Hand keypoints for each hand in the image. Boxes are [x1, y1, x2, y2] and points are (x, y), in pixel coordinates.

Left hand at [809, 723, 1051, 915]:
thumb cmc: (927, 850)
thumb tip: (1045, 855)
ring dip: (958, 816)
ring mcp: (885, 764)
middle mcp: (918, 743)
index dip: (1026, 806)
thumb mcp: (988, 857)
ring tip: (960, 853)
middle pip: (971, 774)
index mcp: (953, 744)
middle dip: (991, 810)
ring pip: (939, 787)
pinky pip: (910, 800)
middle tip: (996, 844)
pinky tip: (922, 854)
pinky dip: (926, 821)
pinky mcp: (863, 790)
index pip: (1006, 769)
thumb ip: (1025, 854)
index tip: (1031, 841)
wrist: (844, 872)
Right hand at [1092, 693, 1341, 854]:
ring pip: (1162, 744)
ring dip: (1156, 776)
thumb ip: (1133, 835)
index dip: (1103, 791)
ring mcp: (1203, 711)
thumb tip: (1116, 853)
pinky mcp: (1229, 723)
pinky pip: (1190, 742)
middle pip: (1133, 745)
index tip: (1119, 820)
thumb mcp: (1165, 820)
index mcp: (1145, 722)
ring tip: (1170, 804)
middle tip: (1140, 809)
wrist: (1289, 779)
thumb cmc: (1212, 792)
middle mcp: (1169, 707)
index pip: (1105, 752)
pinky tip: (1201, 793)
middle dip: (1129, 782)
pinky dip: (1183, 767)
* * *
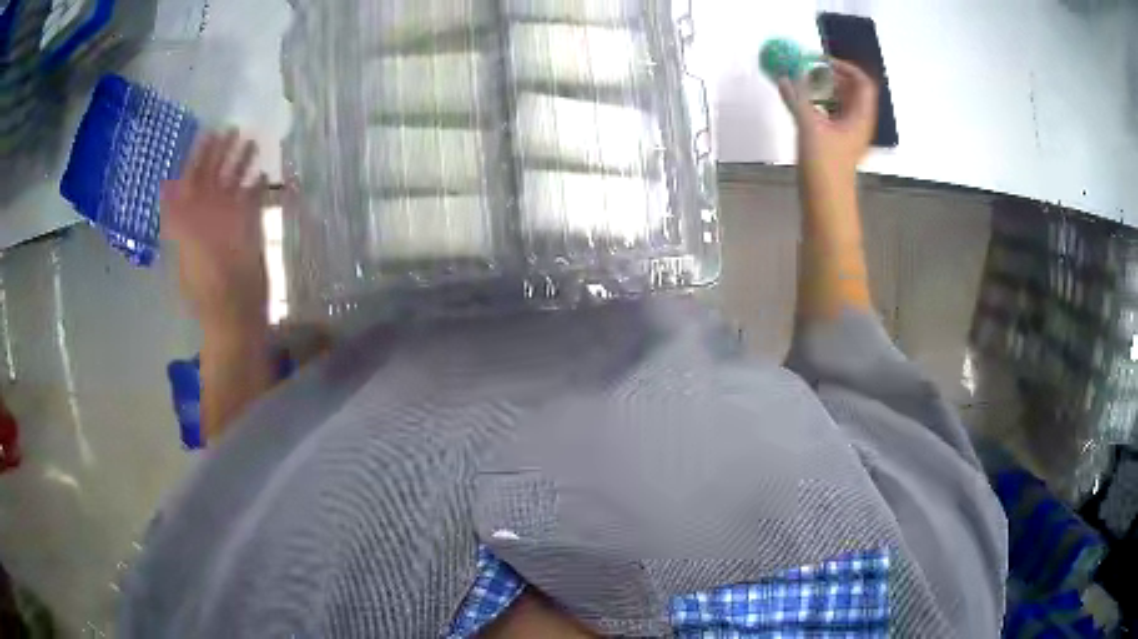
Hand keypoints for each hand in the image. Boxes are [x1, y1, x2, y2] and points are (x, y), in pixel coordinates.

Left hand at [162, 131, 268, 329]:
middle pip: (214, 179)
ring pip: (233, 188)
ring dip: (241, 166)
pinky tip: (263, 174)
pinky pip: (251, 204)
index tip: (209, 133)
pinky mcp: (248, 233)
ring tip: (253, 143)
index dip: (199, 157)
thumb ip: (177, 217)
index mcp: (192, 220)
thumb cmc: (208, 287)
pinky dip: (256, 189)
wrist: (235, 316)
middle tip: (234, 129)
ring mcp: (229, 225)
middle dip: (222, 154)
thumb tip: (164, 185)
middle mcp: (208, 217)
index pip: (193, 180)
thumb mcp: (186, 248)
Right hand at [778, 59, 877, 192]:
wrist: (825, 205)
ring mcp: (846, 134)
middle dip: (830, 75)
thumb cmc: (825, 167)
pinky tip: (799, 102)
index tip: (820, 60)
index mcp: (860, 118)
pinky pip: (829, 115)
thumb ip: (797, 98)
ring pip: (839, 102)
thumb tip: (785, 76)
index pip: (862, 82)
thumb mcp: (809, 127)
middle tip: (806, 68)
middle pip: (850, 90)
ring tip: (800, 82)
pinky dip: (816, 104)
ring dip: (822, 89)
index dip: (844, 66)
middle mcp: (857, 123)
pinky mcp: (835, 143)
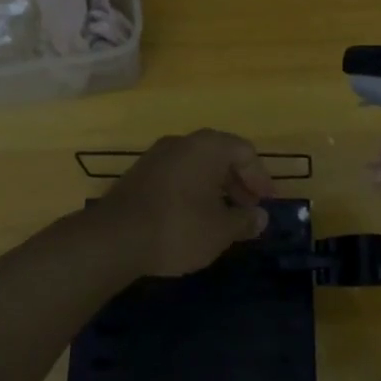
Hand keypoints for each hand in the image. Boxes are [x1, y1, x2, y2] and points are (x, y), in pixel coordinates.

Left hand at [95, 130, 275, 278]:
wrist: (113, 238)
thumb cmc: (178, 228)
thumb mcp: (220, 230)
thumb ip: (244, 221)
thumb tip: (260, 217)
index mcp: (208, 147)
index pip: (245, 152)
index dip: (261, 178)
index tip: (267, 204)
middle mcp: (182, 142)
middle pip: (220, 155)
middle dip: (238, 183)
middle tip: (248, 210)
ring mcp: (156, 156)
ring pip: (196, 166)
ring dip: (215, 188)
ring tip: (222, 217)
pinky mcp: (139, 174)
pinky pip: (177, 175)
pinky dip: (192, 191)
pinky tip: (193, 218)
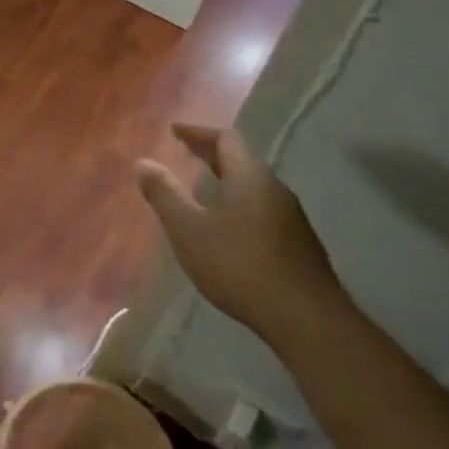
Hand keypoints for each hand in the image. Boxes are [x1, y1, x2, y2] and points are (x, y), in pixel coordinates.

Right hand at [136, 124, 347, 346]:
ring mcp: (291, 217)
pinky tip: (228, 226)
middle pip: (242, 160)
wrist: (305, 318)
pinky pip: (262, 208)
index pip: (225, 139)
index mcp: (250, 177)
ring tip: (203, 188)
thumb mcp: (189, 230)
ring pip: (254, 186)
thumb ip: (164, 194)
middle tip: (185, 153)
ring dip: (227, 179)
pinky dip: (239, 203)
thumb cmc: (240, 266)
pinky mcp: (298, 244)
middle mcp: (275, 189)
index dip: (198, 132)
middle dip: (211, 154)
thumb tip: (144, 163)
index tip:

Problem to work on
For this task, return exactly the stretch of the listing above from the line with "index tip: (820, 60)" through the line with "pinky mcp: (298, 244)", inclusive and without pictures.

Result for this exercise
index tip: (820, 60)
index mcp: (860, 118)
pinky pip: (829, 115)
thumb ip: (797, 98)
ring pip: (839, 102)
thumb tip: (785, 76)
index pip: (862, 82)
thumb mcp: (809, 127)
middle tip: (806, 68)
middle pip: (850, 90)
ring tip: (800, 82)
pinky dip: (816, 104)
ring dip: (822, 89)
index dip: (844, 66)
middle mcp: (857, 123)
pinky mcp: (835, 143)
Hand keypoints for each hand in the image. Boxes are [x1, y1, x2, y2] and points are (x, y), in pixel coordinates.

Left hand at [95, 130, 275, 278]:
wrist: (113, 238)
thumb cmc: (178, 228)
thumb mcp: (220, 230)
thumb ip: (244, 221)
thumb tip: (260, 217)
index mcp: (208, 147)
index pip: (245, 152)
index dip: (261, 178)
index tip: (267, 204)
middle mcp: (182, 142)
middle pip: (220, 155)
middle dip: (238, 183)
middle tip: (248, 210)
ring mcp: (156, 156)
ring pip: (196, 166)
ring dip: (215, 188)
ring tip: (222, 217)
pinky mcp: (139, 174)
pinky pip: (177, 175)
pinky dip: (192, 191)
pinky tip: (193, 218)
Hand keypoints for each hand in the image. Boxes are [x1, y1, x2, y2] and points are (x, y), in pixel coordinates.

Right hand at [136, 124, 347, 346]:
ring mcp: (291, 217)
pinky tip: (228, 226)
middle pip: (242, 160)
wrist: (305, 318)
pinky pip: (262, 208)
index pip: (225, 139)
index mcp: (250, 177)
ring tip: (203, 188)
thumb mcp: (189, 230)
ring pip: (254, 186)
thumb ip: (164, 194)
middle tip: (185, 153)
ring dip: (227, 179)
pinky dip: (239, 203)
thumb cmc: (240, 266)
pinky mcp: (298, 244)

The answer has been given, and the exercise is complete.